WHAT IS NEEDED: Return all records exactly. Nothing may be added.

INPUT DATA:
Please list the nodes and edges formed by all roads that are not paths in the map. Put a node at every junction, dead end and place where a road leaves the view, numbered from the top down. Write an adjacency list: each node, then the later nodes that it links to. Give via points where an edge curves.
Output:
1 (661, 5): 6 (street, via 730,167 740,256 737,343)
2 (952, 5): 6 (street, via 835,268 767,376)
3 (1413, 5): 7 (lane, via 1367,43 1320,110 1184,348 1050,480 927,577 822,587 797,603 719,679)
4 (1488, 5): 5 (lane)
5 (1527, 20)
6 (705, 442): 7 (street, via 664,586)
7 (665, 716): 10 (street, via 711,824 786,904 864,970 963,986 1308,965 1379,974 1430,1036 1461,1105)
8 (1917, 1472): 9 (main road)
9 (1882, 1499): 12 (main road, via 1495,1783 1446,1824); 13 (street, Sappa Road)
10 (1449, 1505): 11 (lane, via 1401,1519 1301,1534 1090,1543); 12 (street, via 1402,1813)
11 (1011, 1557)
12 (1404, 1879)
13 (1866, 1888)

EXERCISE RESPONSE:
Please list the nodes and edges formed by all roads that are not paths in the map. Put a node at every junction, dead end and place where a road leaves the view, numbered from the top down. Write an adjacency list: each node, then the later nodes that it links to. Give via points where an edge curves.
Output:
1 (661, 5): 6 (street, via 730,167 740,256 737,343)
2 (952, 5): 6 (street, via 835,268 767,376)
3 (1413, 5): 7 (lane, via 1367,43 1320,110 1184,348 1050,480 927,577 822,587 797,603 719,679)
4 (1488, 5): 5 (lane)
5 (1527, 20)
6 (705, 442): 7 (street, via 664,586)
7 (665, 716): 10 (street, via 711,824 786,904 864,970 963,986 1308,965 1379,974 1430,1036 1461,1105)
8 (1917, 1472): 9 (main road)
9 (1882, 1499): 12 (main road, via 1495,1783 1446,1824); 13 (street, Sappa Road)
10 (1449, 1505): 11 (lane, via 1401,1519 1301,1534 1090,1543); 12 (street, via 1402,1813)
11 (1011, 1557)
12 (1404, 1879)
13 (1866, 1888)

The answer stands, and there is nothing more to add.